# Finally, some real Return of the King EE DVD info



## KenM (Sep 25, 2004)

http://www.lordoftherings.net/index_400_hv_home.html

  December 14 is the street date.


----------



## mojo1701 (Sep 25, 2004)

KenM said:
			
		

> http://www.lordoftherings.net/index_400_hv_home.html
> 
> December 14 is the street date.




Um... the link only has info on the theatrical dvd...


----------



## aurance (Sep 25, 2004)

mojo1701 said:
			
		

> Um... the link only has info on the theatrical dvd...




Click left, on "Return of the King Special Extended Edition" link -

"On December 14, see even more of The Lord of the Rings: The Return of the King with the Special Extended Edition DVD and VHS releases! This all-new version of the film includes over 50 minutes of never-before-seen footage integrated into the original theatrical release."


----------



## Truth Seeker (Sep 25, 2004)

aurance said:
			
		

> Click left, on "Return of the King Special Extended Edition" link -
> 
> "On December 14, see even more of The Lord of the Rings: The Return of the King with the Special Extended Edition DVD and VHS releases! This all-new version of the film includes over 50 minutes of never-before-seen footage integrated into the original theatrical release."



*YES!!!!! *


----------



## KnowTheToe (Sep 25, 2004)

250 minutes


----------



## reanjr (Sep 25, 2004)

I really, really, really am not trying to be rude, I swear; but...

Is this news to anyone?

What about this (other than a few special features chapter titles) haven't people heard?


----------



## LizardWizard (Sep 25, 2004)

KnowTheToe said:
			
		

> 250 minutes



...Of pure bliss.


----------



## ssampier (Sep 25, 2004)

*Thank Gawd for the Pause button*

During the midnight screening last year, I took two bathroom breaks. This is even longer. Four plus hours of bliss, but I'm thankful for that pause button for breaks and snacks.


----------



## KenM (Sep 25, 2004)

reanjr said:
			
		

> I really, really, really am not trying to be rude, I swear; but...
> 
> Is this news to anyone?




  This is the first offcial word from New Line about RotK EE DVD. They waited a whole extra month this year to tell use about it. The two years before that, we had offcial word from New Line in Aug.


----------



## Olive (Sep 25, 2004)

KenM said:
			
		

> This is the first offcial word from New Line about RotK EE DVD. They waited a whole extra month this year to tell use about it. The two years before that, we had offcial word from New Line in Aug.

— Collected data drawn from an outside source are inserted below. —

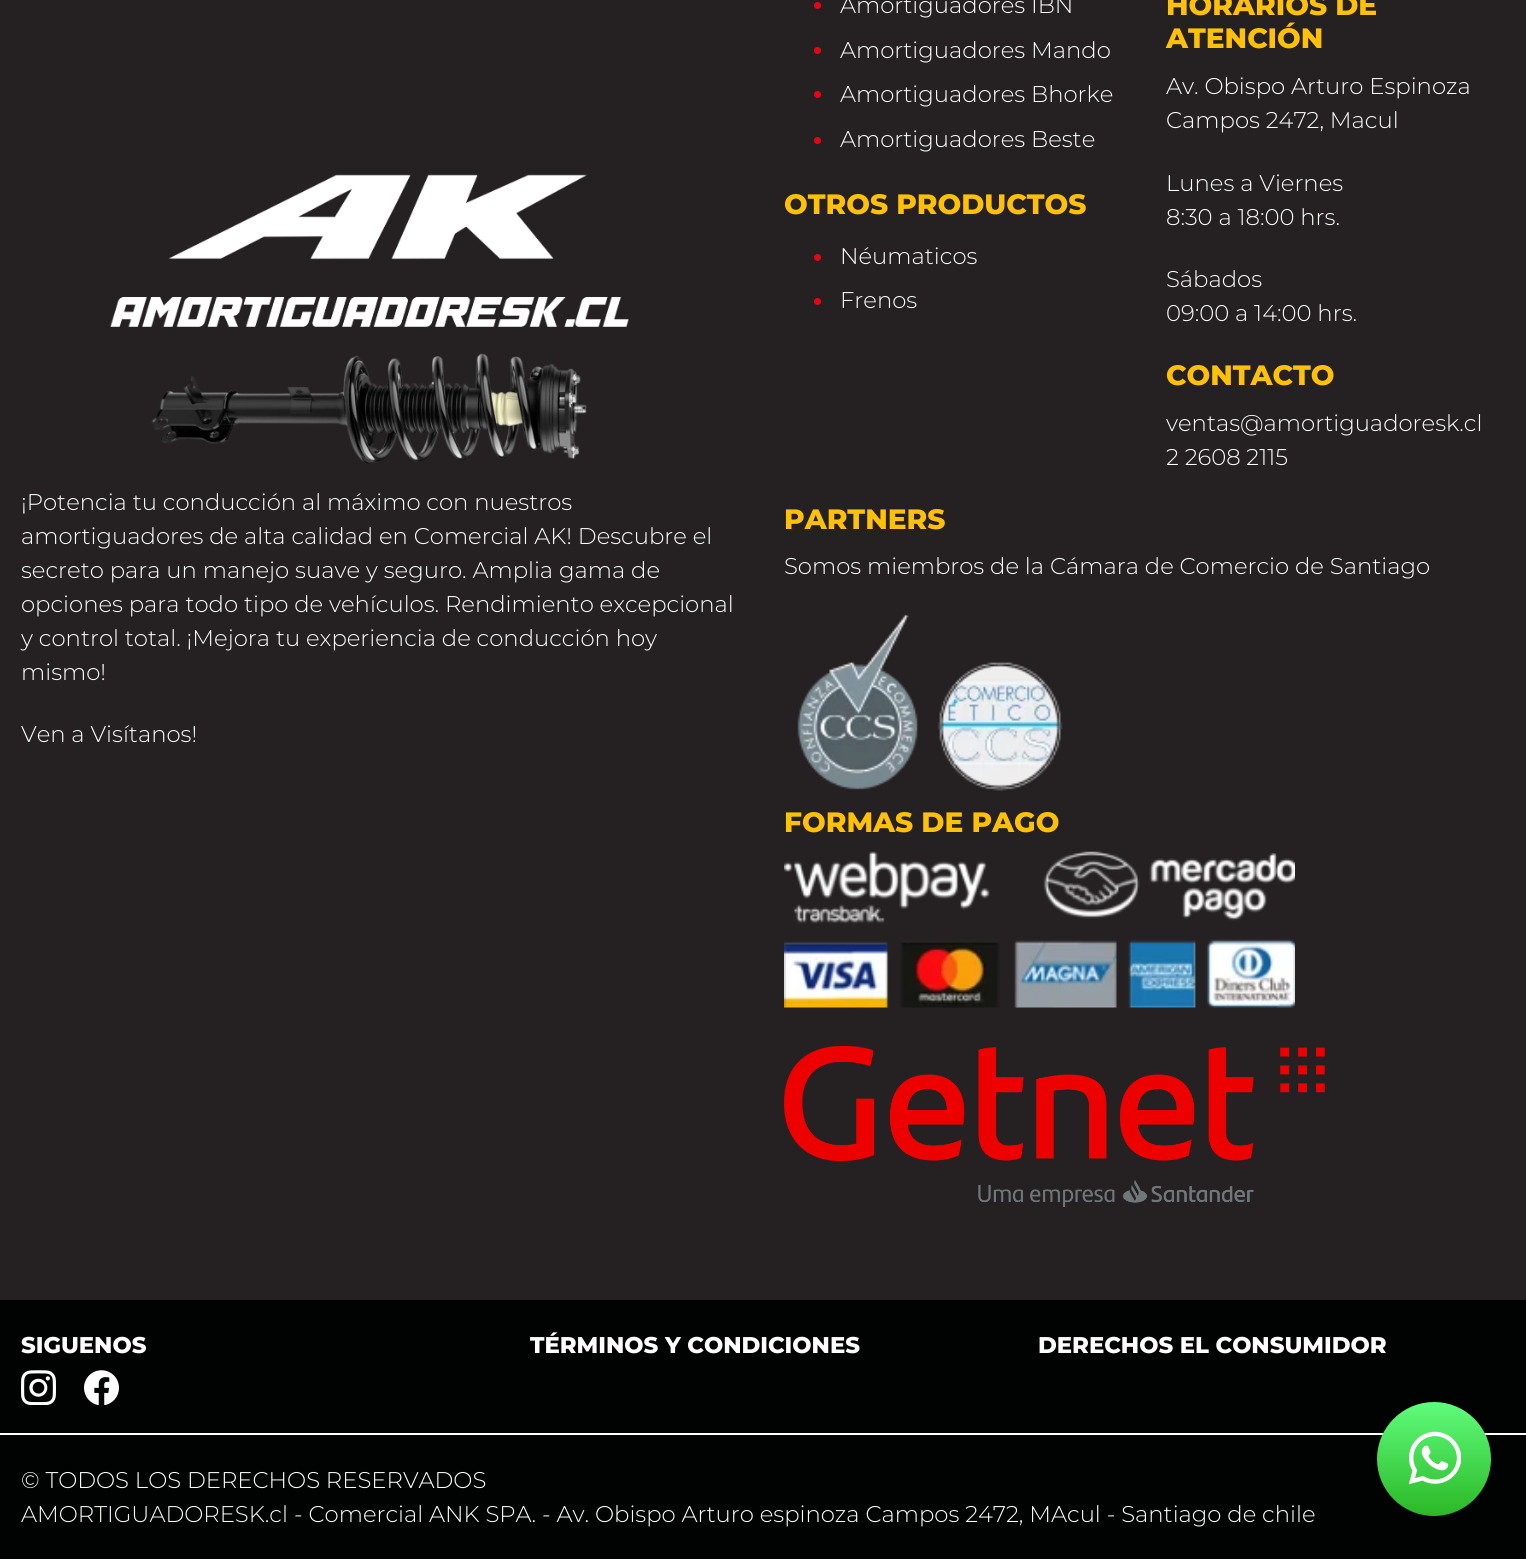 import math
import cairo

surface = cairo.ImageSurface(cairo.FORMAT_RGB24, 1526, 1559)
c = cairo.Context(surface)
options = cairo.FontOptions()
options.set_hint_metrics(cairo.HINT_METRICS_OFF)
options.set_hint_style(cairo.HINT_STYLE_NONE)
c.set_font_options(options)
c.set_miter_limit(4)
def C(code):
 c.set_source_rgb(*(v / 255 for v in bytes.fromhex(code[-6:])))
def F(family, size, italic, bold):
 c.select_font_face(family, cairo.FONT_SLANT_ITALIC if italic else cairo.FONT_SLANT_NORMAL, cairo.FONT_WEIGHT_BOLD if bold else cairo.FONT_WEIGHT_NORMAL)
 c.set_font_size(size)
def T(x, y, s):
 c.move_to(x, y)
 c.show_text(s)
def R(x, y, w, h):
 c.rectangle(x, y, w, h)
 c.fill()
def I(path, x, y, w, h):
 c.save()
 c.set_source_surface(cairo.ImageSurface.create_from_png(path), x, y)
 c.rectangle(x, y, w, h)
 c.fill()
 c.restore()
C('252122')
c.paint()
I('1.png',110,174,519,290)
F('Montserrat Light',22.75,0,0)
C('ffffff')
T(21,510,'¡Potencia tu conducción al máximo con nuestros')
T(21,544,'amortiguadores de alta calidad en Comercial AK! Descubre el')
T(21,578,'secreto para un manejo suave y seguro. Amplia gama de')
T(21,612,'opciones para todo tipo de vehículos. Rendimiento excepcional')
T(21,646,'y control total. ¡Mejora tu experiencia de conducción hoy')
T(21,680,'mismo!')
T(21,742,'Ven a Visítanos!')
C('e40615')
c.new_path()
c.arc(817.5,5.5,3.5,0,2 * math.pi)
c.fill()
C('ffffff')
T(840,13,'Amortiguadores IBN')
C('e40615')
c.new_path()
c.arc(817.5,50.5,3.5,0,2 * math.pi)
c.fill()
C('ffffff')
T(840,58,'Amortiguadores Mando')
C('e40615')
c.new_path()
c.arc(817.5,94.5,3.5,0,2 * math.pi)
c.fill()
C('ffffff')
T(840,102,'Amortiguadores Bhorke')
C('e40615')
c.new_path()
c.arc(817.5,140.5,3.5,0,2 * math.pi)
c.fill()
C('ffffff')
T(840,147,'Amortiguadores Beste')
F('Montserrat ExtraBold',28,0,0)
C('ffc107')
T(784,214,'OTROS PRODUCTOS')
C('e40615')
c.new_path()
c.arc(817.5,257.5,3.5,0,2 * math.pi)
c.fill()
F('Montserrat Light',22.75,0,0)
C('ffffff')
T(840,264,'Néumaticos')
C('e40615')
c.new_path()
c.arc(817.5,301.5,3.5,0,2 * math.pi)
c.fill()
C('ffffff')
T(840,308,'Frenos')
F('Montserrat ExtraBold',28,0,0)
C('ffc107')
T(1166,15,'HORARIOS DE')
T(1166,48,'ATENCIÓN')
F('Montserrat Light',22.75,0,0)
C('ffffff')
T(1166,94,'Av. Obispo Arturo Espinoza')
T(1166,128,'Campos 2472, Macul')
T(1166,191,'Lunes a Viernes')
T(1166,225,'8:30 a 18:00 hrs.')
T(1166,287,'Sábados')
T(1166,321,'09:00 a 14:00 hrs.')
F('Montserrat ExtraBold',28,0,0)
C('ffc107')
T(1166,385,'CONTACTO')
F('Montserrat Light',22.75,0,0)
C('ffffff')
T(1166,431,'ventas@amortiguadoresk.cl')
T(1166,465,'2 2608 2115')
F('Montserrat ExtraBold',28,0,0)
C('ffc107')
T(784,529,'PARTNERS')
F('Montserrat Light',22.75,0,0)
C('ffffff')
T(784,574,'Somos miembros de la Cámara de Comercio de Santiago')
I('2.png',797,614,121,176)
I('3.png',937,662,126,129)
F('Montserrat ExtraBold',28,0,0)
C('ffc107')
T(784,832,'FORMAS DE PAGO')
I('4.png',784,851,511,157)
I('5.png',784,1046,541,161)
C('010202')
R(0,1300,1526,259)
F('Montserrat ExtraBold',22.75,0,0)
C('ffffff')
T(21,1353,'SIGUENOS')
I('6.png',21,1370,35,35)
I('7.png',84,1370,35,35)
T(530,1353,'TÉRMINOS Y CONDICIONES')
T(1038,1353,'DERECHOS EL CONSUMIDOR')
R(0,1433,1526,2)
F('Montserrat Light',22.75,0,0)
T(21,1488,'© TODOS LOS DERECHOS RESERVADOS')
C('f8f9fa')
T(21,1522,'AMORTIGUADORESK.cl')
C('ffffff')
T(294,1522,'- Comercial ANK SPA. - Av. Obispo Arturo espinoza Campos 2472, MAcul - Santiago de chile')
gradient = cairo.LinearGradient(1434,1402,1434,1516)
gradient.add_color_stop_rgba(0,0.376,0.988,0.486,1)
gradient.add_color_stop_rgba(1,0.169,0.722,0.149,1)
c.set_source(gradient)
c.new_path()
c.arc(1434,1459,57,0,2 * math.pi)
c.fill()
I('8.png',1409,1431,52,54)
surface.write_to_png('o.png')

Sure, but did you ever doubt that it would happen?


----------



## Umbran (Sep 26, 2004)

Olive said:
			
		

> Sure, but did you ever doubt that it would happen?




Nobody doubted it would happen.  The question was when.  Some folks get really enthused when questions get answered.


----------



## KenM (Sep 26, 2004)

Olive said:
			
		

> Sure, but did you ever doubt that it would happen?




 No, I was wondering what was up with New Line not telling us anything and waiting so long.


----------



## cignus_pfaccari (Sep 26, 2004)

ssampier said:
			
		

> During the midnight screening last year, I took two bathroom breaks. This is even longer. Four plus hours of bliss, but I'm thankful for that pause button for breaks and snacks.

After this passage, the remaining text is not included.